# Ziektes & Aandoeningen > Immuunsysteem en allergieën >  Zonneallergie

## kees1

Hoi, als vervent zonneliefhebber kreeg ik een paar jaar geleden de eerste tekenen van zonneallergie. Bij 10 minuten in de zon kreeg ik al vuurrode bovenbenen. Uit de zon was dit weer na een minuut of 20 verdwenen. Dit 
is zo altijd gebleven en niet verder gelopen tot nu. Afgelopen vrijdag na 5 minuten in de zon te hebben gezeten, was mijn hele borst en buik al vuurrrood. En dit terwijl ik best een donkere huid heb. Heb 3 jaar geleden in een lichttunnel gestaan bij de dermatoloog, maar zonder resultaat. Lijkt me verstandig om dit nu weer een keer te doen, hopelijk met resultaat.
Heeft iemand ook deze problemen? Let wel mijn roodheid blijft de hele tijd
terugkomen zogauw ik in de zon lig.  :Mad:

----------


## Nora

Heb je al iets gevonden tegen je zonallergie?

Groetjes, Nora

----------


## kees1

Hoi Nora, nee helaas nog niets gevonden wat helpt. Gewoon niet te lang in de zon en goed insmeren met factor 30 een half uur van te voren. Groeten.

----------


## Antoinet

> Hoi, als vervent zonneliefhebber kreeg ik een paar jaar geleden de eerste tekenen van zonneallergie.

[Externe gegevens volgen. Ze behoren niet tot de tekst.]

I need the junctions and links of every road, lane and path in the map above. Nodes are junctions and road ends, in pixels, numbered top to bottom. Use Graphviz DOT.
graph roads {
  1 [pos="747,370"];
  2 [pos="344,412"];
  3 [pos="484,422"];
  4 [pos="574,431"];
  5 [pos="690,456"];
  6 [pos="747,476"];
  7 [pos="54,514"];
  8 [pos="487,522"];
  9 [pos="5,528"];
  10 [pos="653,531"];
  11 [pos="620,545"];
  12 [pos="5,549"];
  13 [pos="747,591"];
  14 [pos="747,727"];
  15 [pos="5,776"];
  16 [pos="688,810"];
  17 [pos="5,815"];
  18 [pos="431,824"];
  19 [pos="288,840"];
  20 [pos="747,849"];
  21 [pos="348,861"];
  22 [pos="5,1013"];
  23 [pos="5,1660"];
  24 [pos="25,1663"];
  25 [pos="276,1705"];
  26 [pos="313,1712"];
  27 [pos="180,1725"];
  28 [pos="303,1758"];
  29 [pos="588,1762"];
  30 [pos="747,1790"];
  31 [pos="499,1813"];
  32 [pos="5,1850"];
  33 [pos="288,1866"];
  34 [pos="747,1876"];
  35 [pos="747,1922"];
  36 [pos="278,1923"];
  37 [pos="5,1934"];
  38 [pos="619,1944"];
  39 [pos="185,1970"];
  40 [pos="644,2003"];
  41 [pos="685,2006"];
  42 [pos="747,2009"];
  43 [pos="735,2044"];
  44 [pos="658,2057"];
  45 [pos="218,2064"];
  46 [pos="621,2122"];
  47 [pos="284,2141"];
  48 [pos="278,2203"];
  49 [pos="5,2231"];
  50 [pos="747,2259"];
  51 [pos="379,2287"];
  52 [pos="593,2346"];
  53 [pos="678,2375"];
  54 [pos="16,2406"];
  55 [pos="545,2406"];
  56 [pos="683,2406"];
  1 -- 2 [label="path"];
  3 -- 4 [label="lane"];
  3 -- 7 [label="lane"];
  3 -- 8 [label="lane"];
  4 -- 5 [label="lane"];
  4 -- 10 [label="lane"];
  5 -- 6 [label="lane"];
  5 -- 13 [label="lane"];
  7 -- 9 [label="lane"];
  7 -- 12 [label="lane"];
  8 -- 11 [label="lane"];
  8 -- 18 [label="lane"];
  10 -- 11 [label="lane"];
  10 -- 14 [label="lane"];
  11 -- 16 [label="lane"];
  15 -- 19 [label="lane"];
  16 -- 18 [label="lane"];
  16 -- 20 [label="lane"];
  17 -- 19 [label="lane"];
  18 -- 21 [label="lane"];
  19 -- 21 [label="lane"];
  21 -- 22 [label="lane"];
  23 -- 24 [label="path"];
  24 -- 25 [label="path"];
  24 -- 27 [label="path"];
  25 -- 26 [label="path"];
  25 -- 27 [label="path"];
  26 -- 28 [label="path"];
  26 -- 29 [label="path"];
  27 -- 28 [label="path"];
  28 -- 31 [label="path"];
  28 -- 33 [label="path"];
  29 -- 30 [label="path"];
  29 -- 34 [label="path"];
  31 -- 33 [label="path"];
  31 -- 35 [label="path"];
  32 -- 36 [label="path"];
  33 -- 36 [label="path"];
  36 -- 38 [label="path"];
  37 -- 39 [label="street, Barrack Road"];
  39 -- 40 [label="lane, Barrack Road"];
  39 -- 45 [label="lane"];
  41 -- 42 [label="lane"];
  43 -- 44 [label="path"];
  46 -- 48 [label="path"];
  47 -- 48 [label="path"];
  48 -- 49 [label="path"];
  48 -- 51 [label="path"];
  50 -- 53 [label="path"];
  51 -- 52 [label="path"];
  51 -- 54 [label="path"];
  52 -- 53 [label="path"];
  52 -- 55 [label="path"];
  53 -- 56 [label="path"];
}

Bij 10 minuten in de zon kreeg ik al vuurrode bovenbenen. Uit de zon was dit weer na een minuut of 20 verdwenen. Dit 
> is zo altijd gebleven en niet verder gelopen tot nu. Afgelopen vrijdag na 5 minuten in de zon te hebben gezeten, was mijn hele borst en buik al vuurrrood. En dit terwijl ik best een donkere huid heb. Heb 3 jaar geleden in een lichttunnel gestaan bij de dermatoloog, maar zonder resultaat. Lijkt me verstandig om dit nu weer een keer te doen, hopelijk met resultaat.
> Heeft iemand ook deze problemen? Let wel mijn roodheid blijft de hele tijd
> terugkomen zogauw ik in de zon lig.


 Hallo Kees
Ik ben sinds kort ook naar de Dermathloog verwezen ,en volg nu voor de een zonnetherapie, bij de vierde behandeling werd ik na een halfuur vuurrood en brandendgevoel en mij kappot krabben ,nu een aftersun gebruikt ,en het valt nu mee en zet de behandelling voort ,ga drie keer in de week en heb een bruinehuidskleur ik was ook vuurrood wil jij het merk La Roche-posay kopen Apotheek of kijk naar www.la roche/posay.nl succes

----------


## Antoinet

Kijk naar gezondheidsplein daar lees je alles over zonneallergie

----------